Like URL recategorization, Do we have any option where we can request them to address this kind of issues and re-map the IP to Geo location mapping ?

Community Team Member

Hi @gaurav_sanghavi , the IP database is pulled directly from the RIR (Regional Internet Registries) through content updates. First make sure you have the latest content. Check the respective RIR for that IP address (depending on the region) and if there's an inconsistency with what you see on your PA device then reach out to support to have it corrected.

 

As a workaround you can create a custom region with the correct location: HOW TO RESOLVE MISMATCH OF COUNTRY-IP MAPPING? 

 

These are the 5 RIRs:

AFRINIC

ARIN

APNIC

LACNIC

RIPE NCC

 

https://en.wikipedia.org/wiki/Regional_Internet_registry 

 

PAN-OS REPORTING INCORRECT GEOLOCATION OF IP ADDRESS 

 

Hope this helps,

-Kiwi.

L0 Member

We currently have the rule set to block all non-U.S. IP's. This is great but causes us an issue because cloud based applications may host outside the U.S. When we try to Whitelist the IP it will still block. Is there a rule that can be created for Whitelist of IP's based or hosted from Non-U.S. entities?

L0 Member

@kiwi 

 

Thanks for your article. 

 

I have some questions regarding the geolocation IPs. You mentioned in the comment that Palo Alto pull the IP data from RIRs. How could I get a complete IP list for a specific country, like United States. 

 

We got a list of US IP addresses from ISP and want to compare the it with Palo Alto's database. If PA's is accurate enough, we would prefer the integrated IP database, rather than using the ISP's list as external dynamic list.

 

Thank you!

Community Team Member

Hi @thqiang ,

 

Eeach RIR produces monthly reports of the allocations and assignments of IPv4, IPv6, and AS numbers within their region. You can use that data to provide an approximate mapping of the IP addresses to their original allocation location.

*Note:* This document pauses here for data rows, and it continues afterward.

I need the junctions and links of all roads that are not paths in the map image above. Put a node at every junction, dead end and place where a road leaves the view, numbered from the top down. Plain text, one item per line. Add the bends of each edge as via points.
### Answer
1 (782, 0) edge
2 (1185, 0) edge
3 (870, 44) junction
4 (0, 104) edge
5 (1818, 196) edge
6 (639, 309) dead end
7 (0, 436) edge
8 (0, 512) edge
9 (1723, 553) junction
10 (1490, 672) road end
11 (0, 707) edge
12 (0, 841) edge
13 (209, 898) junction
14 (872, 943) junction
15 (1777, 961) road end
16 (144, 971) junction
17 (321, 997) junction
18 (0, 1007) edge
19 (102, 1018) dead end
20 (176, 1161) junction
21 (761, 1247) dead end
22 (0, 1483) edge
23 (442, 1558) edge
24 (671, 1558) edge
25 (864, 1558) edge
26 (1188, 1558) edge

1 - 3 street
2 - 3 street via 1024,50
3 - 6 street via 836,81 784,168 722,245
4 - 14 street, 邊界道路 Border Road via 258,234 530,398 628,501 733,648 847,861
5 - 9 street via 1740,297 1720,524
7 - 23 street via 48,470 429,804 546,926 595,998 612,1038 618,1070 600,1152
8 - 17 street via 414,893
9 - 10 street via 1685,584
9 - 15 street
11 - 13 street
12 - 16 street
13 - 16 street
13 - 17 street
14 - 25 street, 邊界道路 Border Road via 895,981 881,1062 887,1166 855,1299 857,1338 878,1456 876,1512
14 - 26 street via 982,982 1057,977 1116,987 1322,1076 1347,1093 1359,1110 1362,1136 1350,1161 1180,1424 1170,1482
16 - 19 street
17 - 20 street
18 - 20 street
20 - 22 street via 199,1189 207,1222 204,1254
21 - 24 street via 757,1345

The data are a historical summary of the resources allocated, assigned, or reserved, including geographical information.

 

Allocation reports per region/RIR

 

APNIC
AFRINIC
ARIN
LACNIC
RIPE NCC

 

You can check the allocated pools per RIR at IANA: https://www.iana.org/numbers

 

Kind regards,

-Kiwi.

 

L0 Member

This is a great guide; but Palo is really lacking what I feel is a super important addition when doing GeoBlocking:  the ability to display a block page.  As cloud continues to expand, traffic to cloud hosted apps often goes to who knows where now.  It would be super helpful for users to know that their traffic was blocked by a geo rule so that when they call the help desk, it could get routed properly.